(Beginning of DATA TO PROCESS)

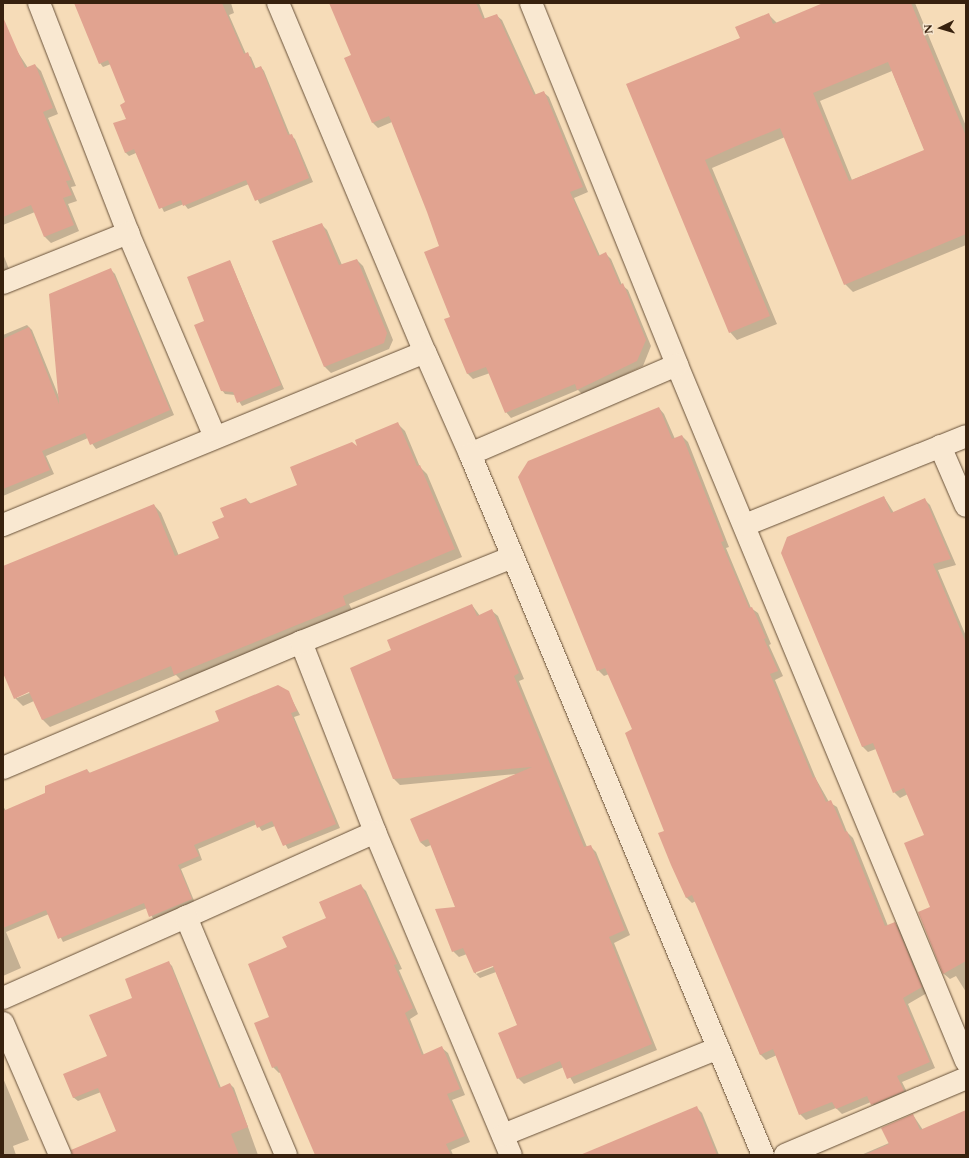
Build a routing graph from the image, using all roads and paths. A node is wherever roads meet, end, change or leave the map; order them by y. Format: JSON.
{"nodes":[{"id":1,"x":39,"y":3,"type":"edge"},
{"id":2,"x":278,"y":3,"type":"edge"},
{"id":3,"x":531,"y":3,"type":"edge"},
{"id":4,"x":128,"y":233,"type":"junction"},
{"id":5,"x":3,"y":283,"type":"edge"},
{"id":6,"x":425,"y":352,"type":"junction"},
{"id":7,"x":677,"y":365,"type":"junction"},
{"id":8,"x":966,"y":436,"type":"edge"},
{"id":9,"x":215,"y":437,"type":"junction"},
{"id":10,"x":940,"y":446,"type":"junction"},
{"id":11,"x":470,"y":454,"type":"junction"},
{"id":12,"x":966,"y":506,"type":"edge"},
{"id":13,"x":3,"y":524,"type":"edge"},
{"id":14,"x":745,"y":525,"type":"junction"},
{"id":15,"x":512,"y":557,"type":"junction"},
{"id":16,"x":302,"y":642,"type":"junction"},
{"id":17,"x":3,"y":768,"type":"edge"},
{"id":18,"x":375,"y":832,"type":"junction"},
{"id":19,"x":186,"y":917,"type":"junction"},
{"id":20,"x":3,"y":998,"type":"edge"},
{"id":21,"x":3,"y":1023,"type":"edge"},
{"id":22,"x":718,"y":1048,"type":"junction"},
{"id":23,"x":966,"y":1061,"type":"edge"},
{"id":24,"x":966,"y":1078,"type":"edge"},
{"id":25,"x":503,"y":1134,"type":"junction"},
{"id":26,"x":60,"y":1155,"type":"edge"},
{"id":27,"x":286,"y":1155,"type":"edge"},
{"id":28,"x":511,"y":1155,"type":"edge"},
{"id":29,"x":763,"y":1155,"type":"edge"},
{"id":30,"x":785,"y":1155,"type":"edge"}],
"edges":[{"from":1,"to":4,"type":"street"},
{"from":2,"to":6,"type":"street"},
{"from":3,"to":7,"type":"street"},
{"from":4,"to":5,"type":"street"},
{"from":4,"to":9,"type":"street"},
{"from":6,"to":9,"type":"street"},
{"from":6,"to":11,"type":"street"},
{"from":7,"to":11,"type":"street"},
{"from":7,"to":14,"type":"street"},
{"from":8,"to":10,"type":"street"},
{"from":9,"to":13,"type":"street"},
{"from":10,"to":12,"type":"street"},
{"from":10,"to":14,"type":"street"},
{"from":11,"to":15,"type":"street"},
{"from":14,"to":23,"type":"street"},
{"from":15,"to":16,"type":"street"},
{"from":15,"to":22,"type":"street"},
{"from":16,"to":17,"type":"street"},
{"from":16,"to":18,"type":"street"},
{"from":18,"to":19,"type":"street"},
{"from":18,"to":25,"type":"street"},
{"from":19,"to":20,"type":"street"},
{"from":19,"to":27,"type":"street"},
{"from":21,"to":26,"type":"street"},
{"from":22,"to":25,"type":"street"},
{"from":22,"to":29,"type":"street"},
{"from":24,"to":30,"type":"street"},
{"from":25,"to":28,"type":"street"}]}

(End of DATA TO PROCESS)

WHAT TO DO:
Omit all pictures and repeat the rest of the records verbatim.

SOLVED EXERCISE:
Build a routing graph from the image, using all roads and paths. A node is wherever roads meet, end, change or leave the map; order them by y. Format: JSON.
{"nodes":[{"id":1,"x":39,"y":3,"type":"edge"},
{"id":2,"x":278,"y":3,"type":"edge"},
{"id":3,"x":531,"y":3,"type":"edge"},
{"id":4,"x":128,"y":233,"type":"junction"},
{"id":5,"x":3,"y":283,"type":"edge"},
{"id":6,"x":425,"y":352,"type":"junction"},
{"id":7,"x":677,"y":365,"type":"junction"},
{"id":8,"x":966,"y":436,"type":"edge"},
{"id":9,"x":215,"y":437,"type":"junction"},
{"id":10,"x":940,"y":446,"type":"junction"},
{"id":11,"x":470,"y":454,"type":"junction"},
{"id":12,"x":966,"y":506,"type":"edge"},
{"id":13,"x":3,"y":524,"type":"edge"},
{"id":14,"x":745,"y":525,"type":"junction"},
{"id":15,"x":512,"y":557,"type":"junction"},
{"id":16,"x":302,"y":642,"type":"junction"},
{"id":17,"x":3,"y":768,"type":"edge"},
{"id":18,"x":375,"y":832,"type":"junction"},
{"id":19,"x":186,"y":917,"type":"junction"},
{"id":20,"x":3,"y":998,"type":"edge"},
{"id":21,"x":3,"y":1023,"type":"edge"},
{"id":22,"x":718,"y":1048,"type":"junction"},
{"id":23,"x":966,"y":1061,"type":"edge"},
{"id":24,"x":966,"y":1078,"type":"edge"},
{"id":25,"x":503,"y":1134,"type":"junction"},
{"id":26,"x":60,"y":1155,"type":"edge"},
{"id":27,"x":286,"y":1155,"type":"edge"},
{"id":28,"x":511,"y":1155,"type":"edge"},
{"id":29,"x":763,"y":1155,"type":"edge"},
{"id":30,"x":785,"y":1155,"type":"edge"}],
"edges":[{"from":1,"to":4,"type":"street"},
{"from":2,"to":6,"type":"street"},
{"from":3,"to":7,"type":"street"},
{"from":4,"to":5,"type":"street"},
{"from":4,"to":9,"type":"street"},
{"from":6,"to":9,"type":"street"},
{"from":6,"to":11,"type":"street"},
{"from":7,"to":11,"type":"street"},
{"from":7,"to":14,"type":"street"},
{"from":8,"to":10,"type":"street"},
{"from":9,"to":13,"type":"street"},
{"from":10,"to":12,"type":"street"},
{"from":10,"to":14,"type":"street"},
{"from":11,"to":15,"type":"street"},
{"from":14,"to":23,"type":"street"},
{"from":15,"to":16,"type":"street"},
{"from":15,"to":22,"type":"street"},
{"from":16,"to":17,"type":"street"},
{"from":16,"to":18,"type":"street"},
{"from":18,"to":19,"type":"street"},
{"from":18,"to":25,"type":"street"},
{"from":19,"to":20,"type":"street"},
{"from":19,"to":27,"type":"street"},
{"from":21,"to":26,"type":"street"},
{"from":22,"to":25,"type":"street"},
{"from":22,"to":29,"type":"street"},
{"from":24,"to":30,"type":"street"},
{"from":25,"to":28,"type":"street"}]}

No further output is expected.